RFR(M): 8216060: [PPC64] Vector CRC implementation should be used by interpreter and be faster for short arrays
Lindenmaier, Goetz
goetz.lindenmaier at sap.com
Fri Jan 18 11:03:15 UTC 2019
Hi Martin,
I had a look at your change.
Overall looks good. According to Gustavos mail a nice improvement!
I think though that the way to select the algorithm is quite
messy:
In templateInterpreter vpmsumb is checked and the methods are
called directly.
In stubGenerator, generate_CRC32...()
vpmsumb is tested to decide on vector_constants = R2.
and generic generate_CRC_updateBytes is called, which
again checks whether verctor_constants == R2.
I think generate_CRC_updateBytes() or some other generic
function should be located in macroAssembler_ppc and
be called from both locations.
What do you think?
Best regards,
Goetz
> -----Original Message-----
> From: Doerr, Martin
> Sent: Donnerstag, 17. Januar 2019 14:18
> To: Gustavo Romero <gromero at linux.vnet.ibm.com>; 'hotspot-compiler-
> dev at openjdk.java.net' <hotspot-compiler-dev at openjdk.java.net>;
> Lindenmaier, Goetz <goetz.lindenmaier at sap.com>
> Subject: RE: RFR(M): 8216060: [PPC64] Vector CRC implementation should be
> used by interpreter and be faster for short arrays
>
> Hi,
>
> the rebased webrev.01 applies on jdk/jdk, now (after JDK-8216376). So the
> issue Gustavo had observed does not longer exist.
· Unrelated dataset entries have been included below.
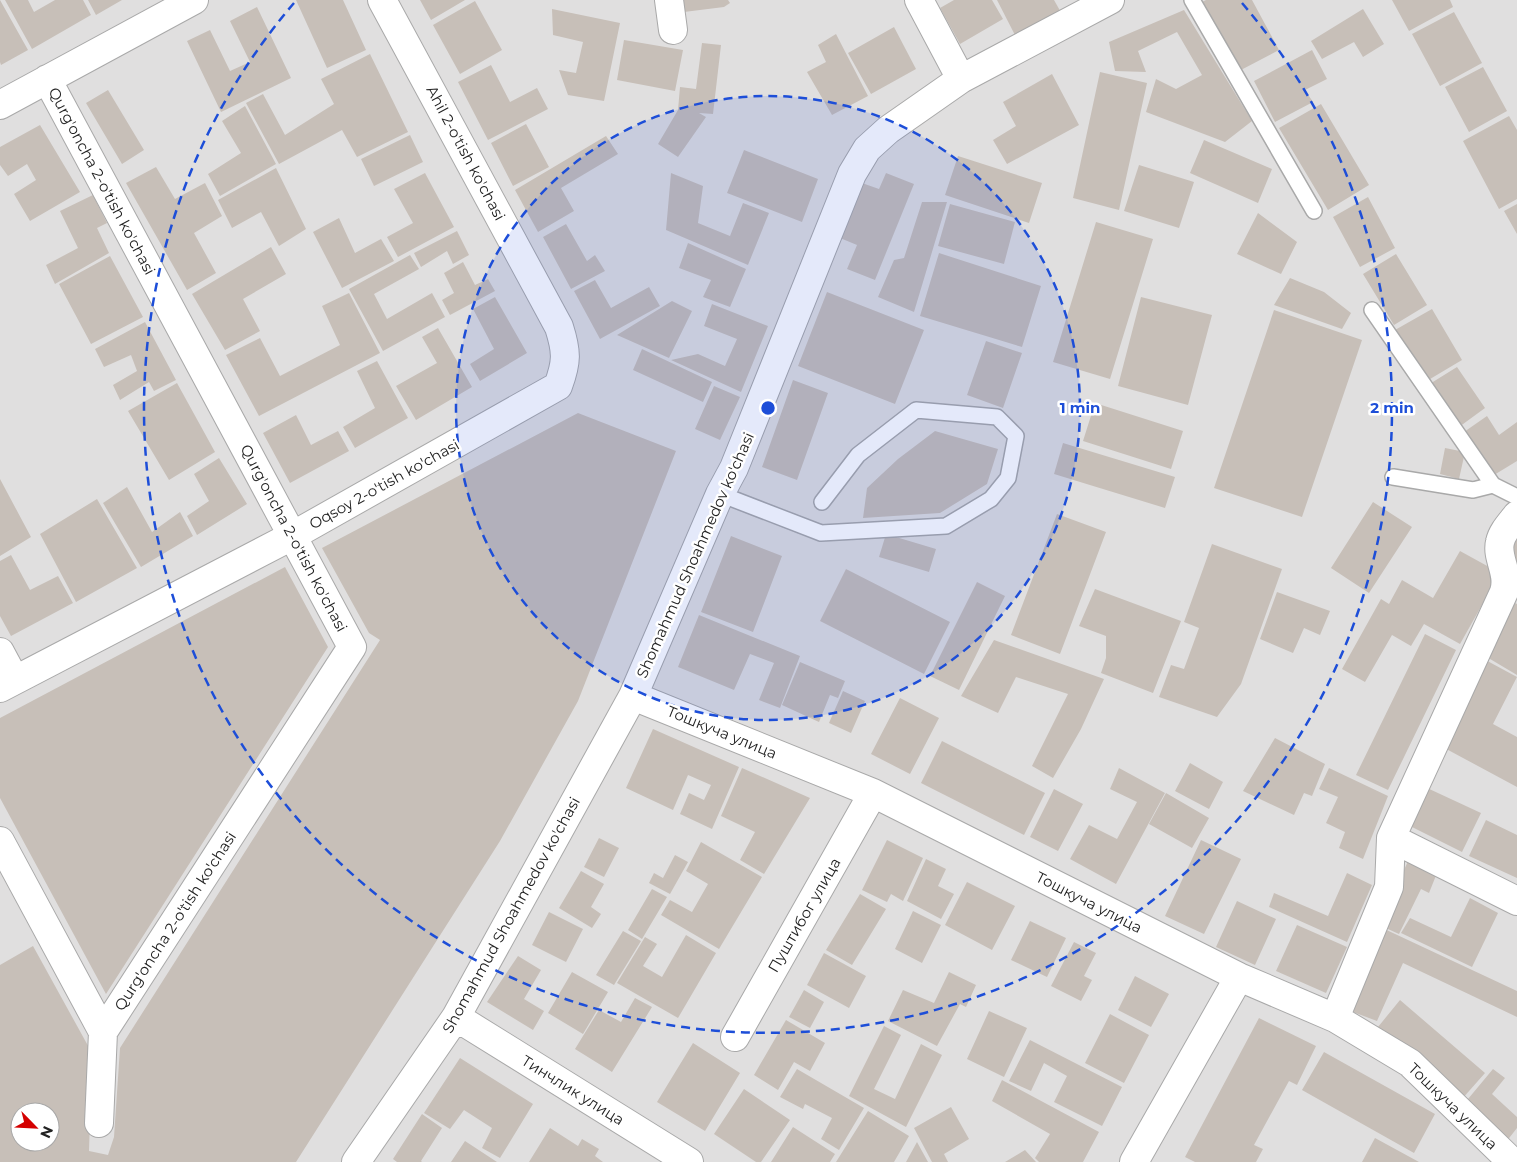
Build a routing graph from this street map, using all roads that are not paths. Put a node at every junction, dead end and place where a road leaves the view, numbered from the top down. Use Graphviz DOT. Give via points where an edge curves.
graph roads {
  1 [pos="194,0"];
  2 [pos="382,0"];
  3 [pos="670,0"];
  4 [pos="919,0"];
  5 [pos="1110,0"];
  6 [pos="1192,0"];
  7 [pos="673,30"];
  8 [pos="47,79"];
  9 [pos="962,79"];
  10 [pos="0,105"];
  11 [pos="1314,211"];
  12 [pos="549,306"];
  13 [pos="1372,310"];
  14 [pos="1393,477"];
  15 [pos="1493,485"];
  16 [pos="720,494"];
  17 [pos="1517,497"];
  18 [pos="822,502"];
  19 [pos="1517,515"];
  20 [pos="292,536"];
  21 [pos="0,652"];
  22 [pos="8,684"];
  23 [pos="633,696"];
  24 [pos="873,793"];
  25 [pos="1391,838"];
  26 [pos="0,841"];
  27 [pos="1517,901"];
  28 [pos="1239,977"];
  29 [pos="456,1017"];
  30 [pos="1335,1018"];
  31 [pos="103,1032"];
  32 [pos="735,1037"];
  33 [pos="99,1123"];
  34 [pos="673,1158"];
  35 [pos="1143,1159"];
  36 [pos="356,1162"];
  37 [pos="1512,1162"];
  1 -- 8 [label="street"];
  2 -- 12 [label="street, Ahil 2-o'tish ko'chasi"];
  3 -- 7 [label="street"];
  4 -- 9 [label="street"];
  5 -- 9 [label="street, Shomahmud Shoahmedov ko'chasi"];
  6 -- 11 [label="lane"];
  8 -- 10 [label="street"];
  8 -- 20 [label="street, Qurg'oncha 2-o'tish ko'chasi"];
  9 -- 16 [label="street, Shomahmud Shoahmedov ko'chasi" via="888,130 867,149 852,174 734,468"];
  12 -- 20 [label="street, Oqsoy 2-o'tish ko'chasi" via="566,348 565,366 558,386"];
  13 -- 15 [label="lane"];
  14 -- 15 [label="lane" via="1473,490"];
  15 -- 17 [label="lane"];
  16 -- 18 [label="lane" via="821,534 946,526 991,499 1008,478 1016,436 996,417 916,410 858,455"];
  16 -- 23 [label="street, Shomahmud Shoahmedov ko'chasi"];
  19 -- 25 [label="street" via="1500,540 1506,576 1504,592"];
  20 -- 22 [label="street, Oqsoy 2-o'tish ko'chasi"];
  20 -- 31 [label="street, Qurg'oncha 2-o'tish ko'chasi" via="352,647"];
  21 -- 22 [label="street"];
  23 -- 24 [label="street, Тошкуча улица"];
  23 -- 29 [label="street, Shomahmud Shoahmedov ko'chasi"];
  24 -- 28 [label="street, Тошкуча улица"];
  24 -- 32 [label="street, Пуштибог улица"];
  25 -- 27 [label="street"];
  25 -- 30 [label="street" via="1389,887"];
  26 -- 31 [label="street"];
  28 -- 30 [label="street, Тошкуча улица"];
  28 -- 35 [label="street"];
  29 -- 34 [label="street, Тинчлик улица"];
  29 -- 36 [label="street, Shomahmud Shoahmedov ko'chasi"];
  30 -- 37 [label="street, Тошкуча улица" via="1410,1063"];
  31 -- 33 [label="street"];
}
> http://cr.openjdk.java.net/~mdoerr/8216060_PPC64_CRC/webrev.01/
>
> I have updated copyrights and retested it.
>
> Best regards,
> Martin
>
>
> -----Original Message-----
> From: Gustavo Romero <gromero at linux.vnet.ibm.com>
> Sent: Montag, 7. Januar 2019 14:52
> To: Doerr, Martin <martin.doerr at sap.com>; 'hotspot-compiler-
> dev at openjdk.java.net' <hotspot-compiler-dev at openjdk.java.net>
> Subject: Re: RFR(M): 8216060: [PPC64] Vector CRC implementation should be
> used by interpreter and be faster for short arrays
>
> Hi Martin,
>
> On 01/07/2019 11:49 AM, Doerr, Martin wrote:
> > I want to check all places where we use "mr(R1_SP, R21_sender_SP)".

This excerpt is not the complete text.